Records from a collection

********

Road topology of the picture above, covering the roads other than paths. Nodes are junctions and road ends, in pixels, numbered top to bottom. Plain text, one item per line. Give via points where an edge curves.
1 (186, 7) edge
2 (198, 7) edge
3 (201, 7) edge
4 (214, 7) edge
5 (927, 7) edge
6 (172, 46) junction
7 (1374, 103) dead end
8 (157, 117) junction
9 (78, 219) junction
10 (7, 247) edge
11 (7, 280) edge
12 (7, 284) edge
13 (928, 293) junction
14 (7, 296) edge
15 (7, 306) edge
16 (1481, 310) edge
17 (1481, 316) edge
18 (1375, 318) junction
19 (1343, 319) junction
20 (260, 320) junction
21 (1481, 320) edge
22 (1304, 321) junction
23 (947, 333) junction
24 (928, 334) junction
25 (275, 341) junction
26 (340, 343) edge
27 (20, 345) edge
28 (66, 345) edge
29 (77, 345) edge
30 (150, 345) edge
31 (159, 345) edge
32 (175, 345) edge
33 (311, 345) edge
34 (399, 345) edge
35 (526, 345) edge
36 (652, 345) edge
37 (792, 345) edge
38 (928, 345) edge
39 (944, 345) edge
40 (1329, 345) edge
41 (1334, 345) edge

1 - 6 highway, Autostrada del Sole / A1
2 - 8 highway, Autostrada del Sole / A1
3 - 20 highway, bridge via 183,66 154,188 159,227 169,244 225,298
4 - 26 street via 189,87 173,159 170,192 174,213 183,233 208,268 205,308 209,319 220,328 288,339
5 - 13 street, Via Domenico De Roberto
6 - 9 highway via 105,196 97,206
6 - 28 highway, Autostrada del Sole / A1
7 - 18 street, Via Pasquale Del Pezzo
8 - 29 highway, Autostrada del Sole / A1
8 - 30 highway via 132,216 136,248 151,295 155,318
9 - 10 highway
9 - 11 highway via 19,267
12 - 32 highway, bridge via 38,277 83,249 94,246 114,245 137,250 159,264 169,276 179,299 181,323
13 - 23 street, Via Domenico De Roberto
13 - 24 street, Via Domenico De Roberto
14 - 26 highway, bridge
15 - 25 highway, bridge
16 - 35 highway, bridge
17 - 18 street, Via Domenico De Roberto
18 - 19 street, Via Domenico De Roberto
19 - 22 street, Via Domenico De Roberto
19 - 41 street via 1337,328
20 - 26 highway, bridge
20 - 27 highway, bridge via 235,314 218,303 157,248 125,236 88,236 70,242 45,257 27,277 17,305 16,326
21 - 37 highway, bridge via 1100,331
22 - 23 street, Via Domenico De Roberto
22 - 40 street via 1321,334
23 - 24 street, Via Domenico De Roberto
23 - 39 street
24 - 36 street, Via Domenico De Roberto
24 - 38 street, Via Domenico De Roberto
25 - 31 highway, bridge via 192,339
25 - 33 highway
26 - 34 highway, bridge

********

ACTION ITEM:
The full set of entries above should be given again exactly.

ANSWER AREA:
Road topology of the picture above, covering the roads other than paths. Nodes are junctions and road ends, in pixels, numbered top to bottom. Plain text, one item per line. Give via points where an edge curves.
1 (186, 7) edge
2 (198, 7) edge
3 (201, 7) edge
4 (214, 7) edge
5 (927, 7) edge
6 (172, 46) junction
7 (1374, 103) dead end
8 (157, 117) junction
9 (78, 219) junction
10 (7, 247) edge
11 (7, 280) edge
12 (7, 284) edge
13 (928, 293) junction
14 (7, 296) edge
15 (7, 306) edge
16 (1481, 310) edge
17 (1481, 316) edge
18 (1375, 318) junction
19 (1343, 319) junction
20 (260, 320) junction
21 (1481, 320) edge
22 (1304, 321) junction
23 (947, 333) junction
24 (928, 334) junction
25 (275, 341) junction
26 (340, 343) edge
27 (20, 345) edge
28 (66, 345) edge
29 (77, 345) edge
30 (150, 345) edge
31 (159, 345) edge
32 (175, 345) edge
33 (311, 345) edge
34 (399, 345) edge
35 (526, 345) edge
36 (652, 345) edge
37 (792, 345) edge
38 (928, 345) edge
39 (944, 345) edge
40 (1329, 345) edge
41 (1334, 345) edge

1 - 6 highway, Autostrada del Sole / A1
2 - 8 highway, Autostrada del Sole / A1
3 - 20 highway, bridge via 183,66 154,188 159,227 169,244 225,298
4 - 26 street via 189,87 173,159 170,192 174,213 183,233 208,268 205,308 209,319 220,328 288,339
5 - 13 street, Via Domenico De Roberto
6 - 9 highway via 105,196 97,206
6 - 28 highway, Autostrada del Sole / A1
7 - 18 street, Via Pasquale Del Pezzo
8 - 29 highway, Autostrada del Sole / A1
8 - 30 highway via 132,216 136,248 151,295 155,318
9 - 10 highway
9 - 11 highway via 19,267
12 - 32 highway, bridge via 38,277 83,249 94,246 114,245 137,250 159,264 169,276 179,299 181,323
13 - 23 street, Via Domenico De Roberto
13 - 24 street, Via Domenico De Roberto
14 - 26 highway, bridge
15 - 25 highway, bridge
16 - 35 highway, bridge
17 - 18 street, Via Domenico De Roberto
18 - 19 street, Via Domenico De Roberto
19 - 22 street, Via Domenico De Roberto
19 - 41 street via 1337,328
20 - 26 highway, bridge
20 - 27 highway, bridge via 235,314 218,303 157,248 125,236 88,236 70,242 45,257 27,277 17,305 16,326
21 - 37 highway, bridge via 1100,331
22 - 23 street, Via Domenico De Roberto
22 - 40 street via 1321,334
23 - 24 street, Via Domenico De Roberto
23 - 39 street
24 - 36 street, Via Domenico De Roberto
24 - 38 street, Via Domenico De Roberto
25 - 31 highway, bridge via 192,339
25 - 33 highway
26 - 34 highway, bridge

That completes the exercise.